BEGIN
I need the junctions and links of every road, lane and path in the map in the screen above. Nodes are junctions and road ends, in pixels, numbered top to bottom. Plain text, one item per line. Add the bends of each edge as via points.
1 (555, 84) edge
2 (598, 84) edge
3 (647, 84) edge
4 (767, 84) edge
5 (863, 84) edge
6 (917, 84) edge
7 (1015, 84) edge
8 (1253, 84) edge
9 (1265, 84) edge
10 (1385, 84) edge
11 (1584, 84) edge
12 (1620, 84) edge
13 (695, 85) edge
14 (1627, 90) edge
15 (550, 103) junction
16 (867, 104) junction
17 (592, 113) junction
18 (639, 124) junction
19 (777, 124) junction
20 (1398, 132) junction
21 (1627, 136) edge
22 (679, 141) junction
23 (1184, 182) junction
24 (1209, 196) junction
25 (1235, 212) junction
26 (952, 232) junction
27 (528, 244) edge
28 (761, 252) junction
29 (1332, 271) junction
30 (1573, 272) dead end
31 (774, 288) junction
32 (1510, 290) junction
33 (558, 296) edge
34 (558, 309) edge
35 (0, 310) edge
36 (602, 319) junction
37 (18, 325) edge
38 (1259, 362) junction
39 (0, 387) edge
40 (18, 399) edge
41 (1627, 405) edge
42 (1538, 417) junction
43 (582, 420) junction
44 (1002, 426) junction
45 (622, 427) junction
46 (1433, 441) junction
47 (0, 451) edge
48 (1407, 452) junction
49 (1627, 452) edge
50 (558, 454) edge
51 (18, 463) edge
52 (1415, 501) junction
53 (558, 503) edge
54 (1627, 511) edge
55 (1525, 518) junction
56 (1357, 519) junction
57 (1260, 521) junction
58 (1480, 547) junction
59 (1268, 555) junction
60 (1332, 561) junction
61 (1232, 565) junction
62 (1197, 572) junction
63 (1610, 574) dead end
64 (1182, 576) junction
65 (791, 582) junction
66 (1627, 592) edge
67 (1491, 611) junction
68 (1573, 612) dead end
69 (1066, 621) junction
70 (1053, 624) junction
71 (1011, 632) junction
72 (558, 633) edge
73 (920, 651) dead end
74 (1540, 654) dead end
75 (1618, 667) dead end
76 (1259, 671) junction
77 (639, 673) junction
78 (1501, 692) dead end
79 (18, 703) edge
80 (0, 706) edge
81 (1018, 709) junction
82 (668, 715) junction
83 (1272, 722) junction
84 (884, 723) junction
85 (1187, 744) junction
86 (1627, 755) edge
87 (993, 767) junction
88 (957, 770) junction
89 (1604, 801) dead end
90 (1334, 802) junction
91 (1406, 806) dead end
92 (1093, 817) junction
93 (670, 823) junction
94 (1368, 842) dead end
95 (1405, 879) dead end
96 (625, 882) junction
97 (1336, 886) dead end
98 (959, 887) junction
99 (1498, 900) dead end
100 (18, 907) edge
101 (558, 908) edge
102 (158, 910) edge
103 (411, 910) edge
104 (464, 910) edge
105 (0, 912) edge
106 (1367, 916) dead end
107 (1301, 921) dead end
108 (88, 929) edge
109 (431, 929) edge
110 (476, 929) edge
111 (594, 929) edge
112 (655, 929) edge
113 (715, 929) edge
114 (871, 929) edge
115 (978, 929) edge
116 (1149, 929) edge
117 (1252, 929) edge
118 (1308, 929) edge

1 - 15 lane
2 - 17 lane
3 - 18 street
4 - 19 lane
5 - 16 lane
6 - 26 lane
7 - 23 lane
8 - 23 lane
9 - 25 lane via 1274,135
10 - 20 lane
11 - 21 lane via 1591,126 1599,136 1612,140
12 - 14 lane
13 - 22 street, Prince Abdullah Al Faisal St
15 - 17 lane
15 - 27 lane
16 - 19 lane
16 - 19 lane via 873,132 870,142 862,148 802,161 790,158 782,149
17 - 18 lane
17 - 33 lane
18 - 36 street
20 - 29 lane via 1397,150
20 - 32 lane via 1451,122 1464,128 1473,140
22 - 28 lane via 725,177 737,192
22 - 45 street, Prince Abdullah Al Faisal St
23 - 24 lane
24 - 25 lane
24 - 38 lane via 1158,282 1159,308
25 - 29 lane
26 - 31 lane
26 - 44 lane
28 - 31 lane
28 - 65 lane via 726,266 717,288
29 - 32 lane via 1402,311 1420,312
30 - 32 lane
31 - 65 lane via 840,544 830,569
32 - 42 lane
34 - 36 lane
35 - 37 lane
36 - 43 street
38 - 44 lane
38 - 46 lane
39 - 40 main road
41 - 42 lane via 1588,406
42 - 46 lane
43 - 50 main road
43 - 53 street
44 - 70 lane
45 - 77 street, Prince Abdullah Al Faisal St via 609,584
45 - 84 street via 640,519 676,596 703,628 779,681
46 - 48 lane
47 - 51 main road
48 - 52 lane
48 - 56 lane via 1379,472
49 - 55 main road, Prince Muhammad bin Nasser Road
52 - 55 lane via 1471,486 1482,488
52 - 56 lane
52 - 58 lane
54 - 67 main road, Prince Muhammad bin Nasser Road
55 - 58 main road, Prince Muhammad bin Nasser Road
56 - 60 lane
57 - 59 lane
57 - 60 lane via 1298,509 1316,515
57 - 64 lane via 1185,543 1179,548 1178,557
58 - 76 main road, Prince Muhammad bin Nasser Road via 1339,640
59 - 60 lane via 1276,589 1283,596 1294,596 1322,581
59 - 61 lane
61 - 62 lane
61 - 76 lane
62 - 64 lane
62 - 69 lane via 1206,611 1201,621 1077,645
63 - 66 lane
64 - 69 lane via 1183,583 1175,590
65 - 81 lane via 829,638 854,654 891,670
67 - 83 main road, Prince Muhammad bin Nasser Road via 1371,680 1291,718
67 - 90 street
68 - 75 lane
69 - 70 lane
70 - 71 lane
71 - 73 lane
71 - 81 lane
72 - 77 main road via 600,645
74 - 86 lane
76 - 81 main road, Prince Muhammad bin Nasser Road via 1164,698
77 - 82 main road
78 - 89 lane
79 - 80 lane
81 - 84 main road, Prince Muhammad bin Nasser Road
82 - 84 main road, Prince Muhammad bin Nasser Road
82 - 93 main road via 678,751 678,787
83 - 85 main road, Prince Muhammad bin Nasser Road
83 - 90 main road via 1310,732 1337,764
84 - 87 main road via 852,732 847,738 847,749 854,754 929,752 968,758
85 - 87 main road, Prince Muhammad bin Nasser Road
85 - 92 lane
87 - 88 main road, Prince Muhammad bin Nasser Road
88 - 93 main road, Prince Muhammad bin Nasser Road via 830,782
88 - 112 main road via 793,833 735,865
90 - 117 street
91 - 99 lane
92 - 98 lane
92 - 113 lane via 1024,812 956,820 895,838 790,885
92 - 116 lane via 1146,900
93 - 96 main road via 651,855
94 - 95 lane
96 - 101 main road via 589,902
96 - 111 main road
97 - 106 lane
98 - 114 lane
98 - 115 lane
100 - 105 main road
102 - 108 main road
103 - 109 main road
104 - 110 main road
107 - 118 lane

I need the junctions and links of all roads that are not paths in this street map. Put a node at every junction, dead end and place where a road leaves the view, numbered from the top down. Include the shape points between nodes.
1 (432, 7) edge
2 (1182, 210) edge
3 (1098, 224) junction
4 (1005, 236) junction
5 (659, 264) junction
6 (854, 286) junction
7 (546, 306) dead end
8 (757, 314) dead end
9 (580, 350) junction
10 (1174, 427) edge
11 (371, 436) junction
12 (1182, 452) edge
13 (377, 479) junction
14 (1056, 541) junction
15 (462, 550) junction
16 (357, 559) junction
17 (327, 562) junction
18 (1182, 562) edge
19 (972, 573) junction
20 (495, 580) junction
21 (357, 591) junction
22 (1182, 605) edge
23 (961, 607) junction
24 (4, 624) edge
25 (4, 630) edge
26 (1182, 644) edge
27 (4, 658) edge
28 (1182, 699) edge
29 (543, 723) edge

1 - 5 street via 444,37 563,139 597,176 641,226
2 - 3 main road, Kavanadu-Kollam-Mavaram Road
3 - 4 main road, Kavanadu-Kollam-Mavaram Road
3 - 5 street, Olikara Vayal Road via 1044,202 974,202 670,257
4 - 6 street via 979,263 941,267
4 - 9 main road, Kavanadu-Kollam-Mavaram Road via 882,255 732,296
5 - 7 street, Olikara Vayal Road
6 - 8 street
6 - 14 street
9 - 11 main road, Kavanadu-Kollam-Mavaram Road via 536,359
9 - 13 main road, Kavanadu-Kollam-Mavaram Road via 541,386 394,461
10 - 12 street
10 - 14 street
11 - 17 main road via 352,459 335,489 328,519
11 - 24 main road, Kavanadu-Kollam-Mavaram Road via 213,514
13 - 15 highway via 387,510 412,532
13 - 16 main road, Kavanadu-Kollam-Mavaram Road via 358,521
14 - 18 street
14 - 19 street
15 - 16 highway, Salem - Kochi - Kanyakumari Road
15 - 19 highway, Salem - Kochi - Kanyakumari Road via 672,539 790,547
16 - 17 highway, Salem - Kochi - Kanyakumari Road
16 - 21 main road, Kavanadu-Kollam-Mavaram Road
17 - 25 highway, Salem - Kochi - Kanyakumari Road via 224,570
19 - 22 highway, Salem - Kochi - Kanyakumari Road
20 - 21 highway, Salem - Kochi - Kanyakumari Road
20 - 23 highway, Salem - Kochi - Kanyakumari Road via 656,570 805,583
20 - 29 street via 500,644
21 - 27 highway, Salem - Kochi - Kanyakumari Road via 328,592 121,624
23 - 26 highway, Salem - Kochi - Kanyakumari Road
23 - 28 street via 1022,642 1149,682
END
### Aim of the task
How many lines in the listing contain the word "Kanyakumari"? Answer with the count and nothing else.

### Task response
9